BTW, I think it would be interesting to have a category for healthy people in the test polls to get a feel for sensitivity and specificity when results become available.
Raul, Some interesting comments. I believe your analysis is right if the false negatives are only due to poor test sensitivity or ultra low viral levels. However if false negatives are due to reagent issues then the risk is additive. And I don't believe that is known right now, the cause of false negatives, although WPI has made the assumption that only low viral count is involved. That has to be proven with validation studies which so far have failed.
Indeed, if the testing applied to the CFS patients were different to, and 16 times more powerful than, that applied to the controls, then this would explain the WPI results, leaving only the mystery of why other researchers round the world are unable to detect any trace of this near-ubiquitous retrovirus.
But do you not think that either one of the WPI team, Dr Coffin, the Science review panel, or somebody at some point would have noticed this flaw?
Is it not frankly inconceivable that the WPI results were based on research in which they looked 16 times as hard for XMRV in CFS patients as they did for controls? Can we really imagine that the people involved in this study could fail to notice this point?
Alternatively, perhaps we should imagine that the WPI did realise that their whole approach was fundamentally dishonest, but they managed to swindle a bunch of scientists into failing to notice that their healthy controls were tested in a completely different way to the CFS patients?
....
But frankly, I do still find these sorts of theories about the WPI study to be offensive and insulting to the WPI researchers. To include a methodological flaw of that magnitude would require either the utmost incompetence or the most profound dishonesty - and we would rightly tear them to shreds if it turned out the whole thing was no more than a giant swindle.
Mark, I generally would not consider this type of flaw to be realistic in a study as well organized and carefully reviewed as the Science study.

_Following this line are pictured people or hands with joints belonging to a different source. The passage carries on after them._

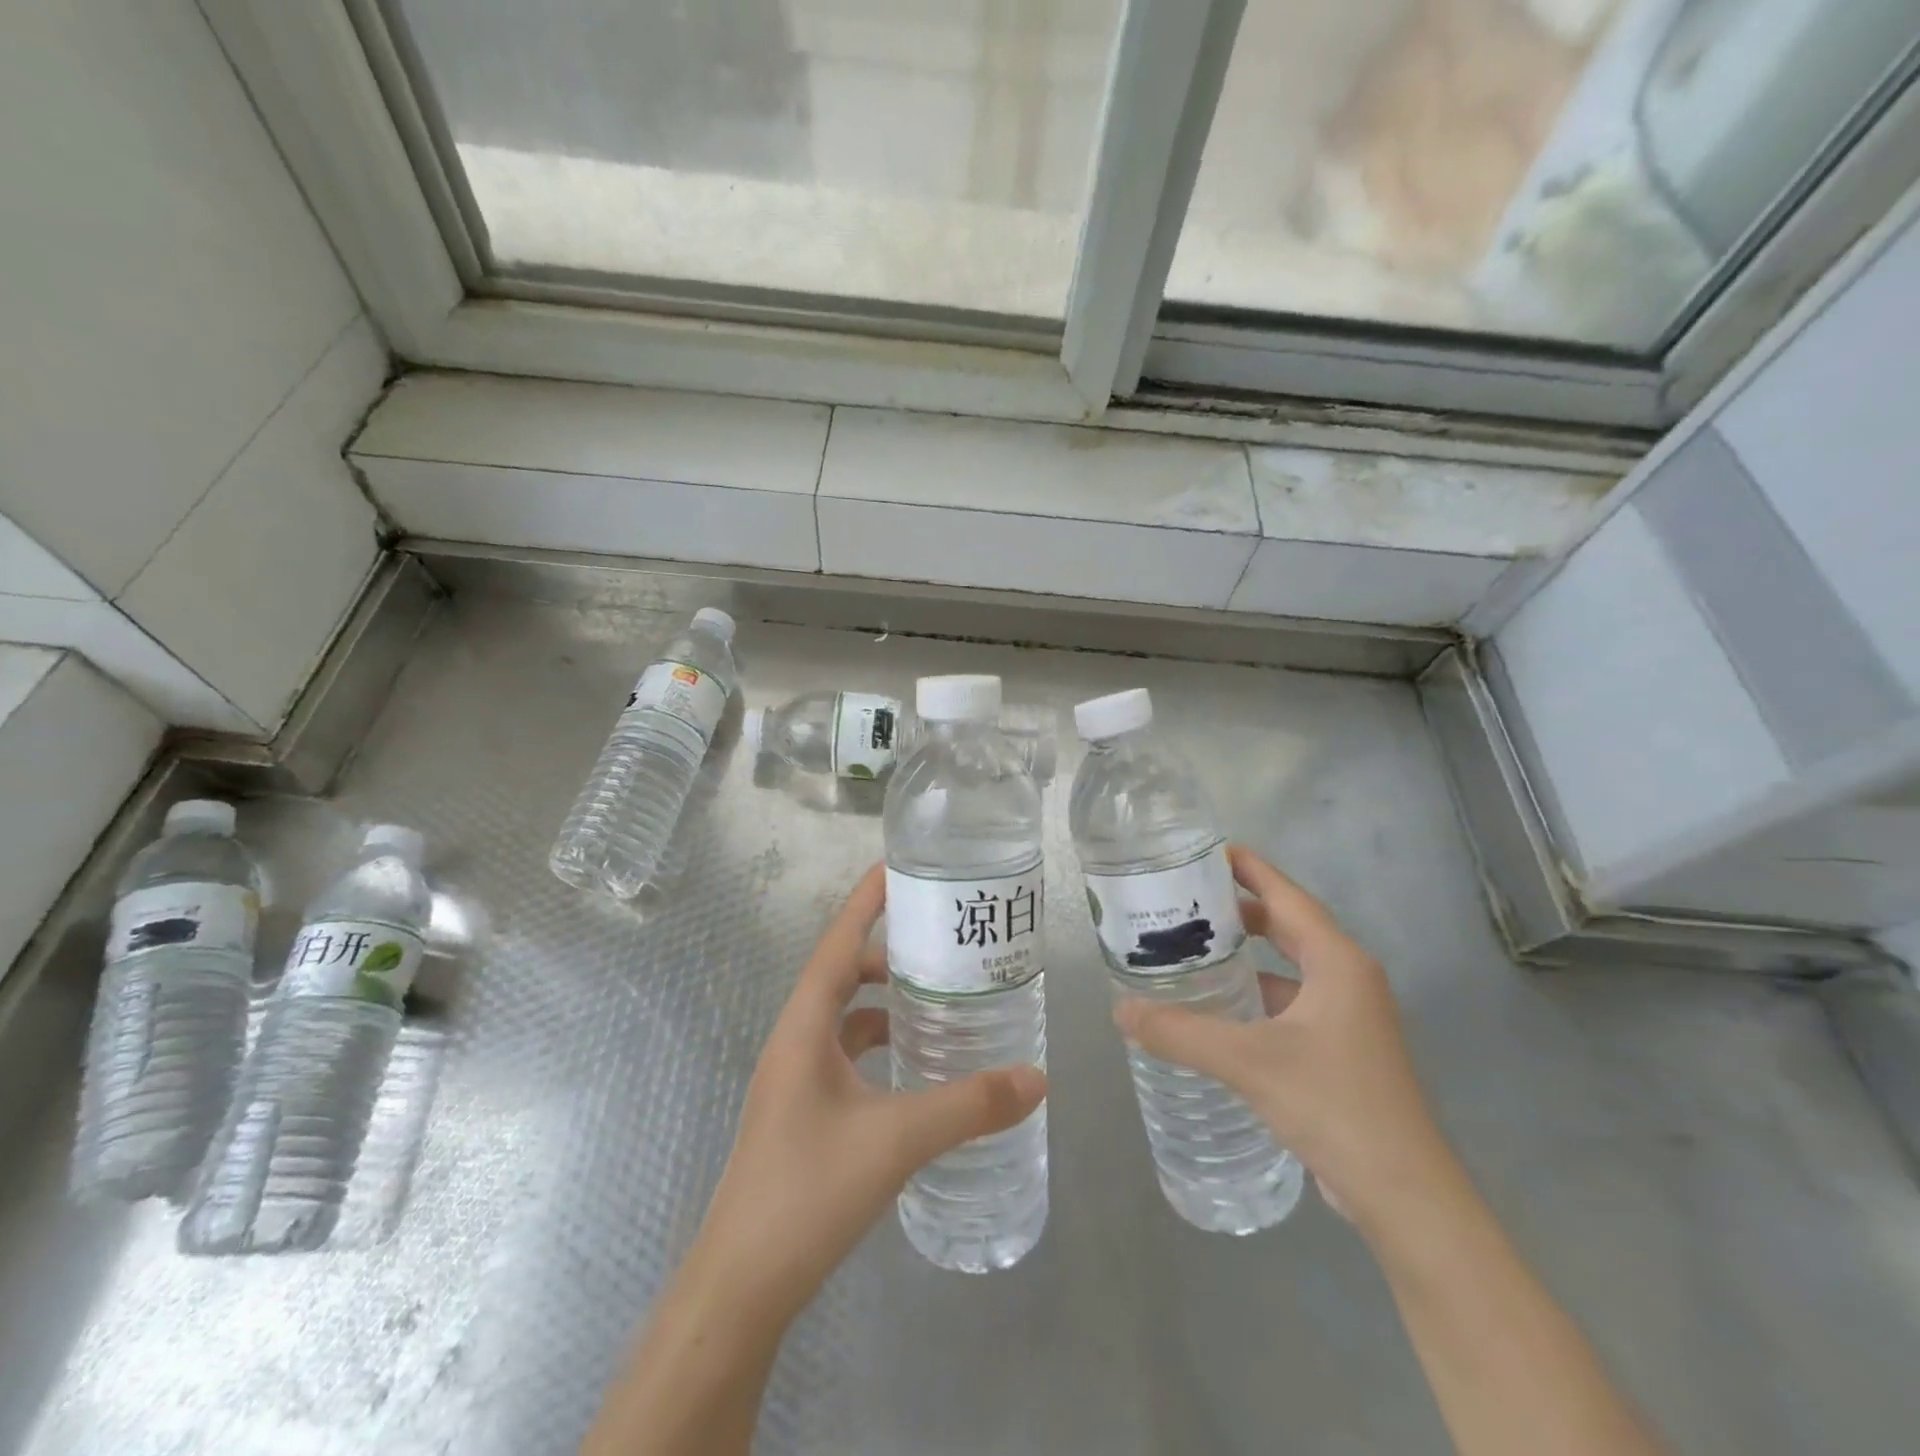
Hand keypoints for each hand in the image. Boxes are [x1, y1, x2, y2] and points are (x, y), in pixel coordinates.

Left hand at [693, 863, 1047, 1317]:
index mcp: (803, 1027)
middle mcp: (794, 1040)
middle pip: (841, 973)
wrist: (741, 1286)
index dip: (865, 901)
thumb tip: (1037, 1079)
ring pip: (843, 1017)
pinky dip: (877, 1044)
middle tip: (941, 941)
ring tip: (937, 998)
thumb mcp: (896, 1140)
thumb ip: (969, 1106)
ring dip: (883, 1001)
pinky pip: (845, 1054)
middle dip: (886, 951)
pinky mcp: (803, 1110)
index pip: (837, 942)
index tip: (898, 867)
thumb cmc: (808, 1193)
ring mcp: (795, 1078)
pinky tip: (913, 1065)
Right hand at [1115, 844, 1450, 1232]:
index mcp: (1336, 962)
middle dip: (1237, 908)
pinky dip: (1254, 993)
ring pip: (1287, 965)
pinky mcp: (1341, 1048)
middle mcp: (1346, 978)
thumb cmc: (1336, 1106)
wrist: (1404, 1195)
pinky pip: (1289, 1001)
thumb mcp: (1249, 1062)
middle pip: (1286, 924)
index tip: (1205, 850)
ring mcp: (1347, 1015)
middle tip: (1184, 898)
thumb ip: (1181, 1033)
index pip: (1286, 895)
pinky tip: (1217, 1007)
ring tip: (1190, 946)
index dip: (1247, 868)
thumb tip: (1120, 1011)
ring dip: (1244, 954)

That is why I did a real double-take when Mikovitz revealed that there were extra testing steps not included in the study writeup. Note that she revealed this in the context of explaining why ALL of the UK study results failed, therefore she considers this multiple running of test to be critical in finding XMRV. After hearing that I started working through the implications of some of her statements for the WPI study and realized it just was not clear which samples had been tested multiple times. If only the failed PCR samples were tested multiple times then that probably settles my question about re-testing. Until we have a definite response to that this issue remains, and it is a potentially serious problem.
Also, questioning basic assumptions and methods is not an insult in science. Sometimes rather large errors are made unintentionally in the rush to write-up and publish studies, and when that happens they must be revealed as early in the process as possible. And an error is not automatically fraud or swindle, please do not attribute that type of accusation to my comments, I am saying nothing of the sort. I respect what WPI is trying to accomplish and just want some technical questions answered in a clear language that we can all understand, that is all. Considering that the WPI study has NOT been validated yet, and also considering how critical WPI has been of the UK studies, and others here on this forum have also been, don't you think it is only fair to hold WPI to the same standard of scrutiny as any other XMRV study?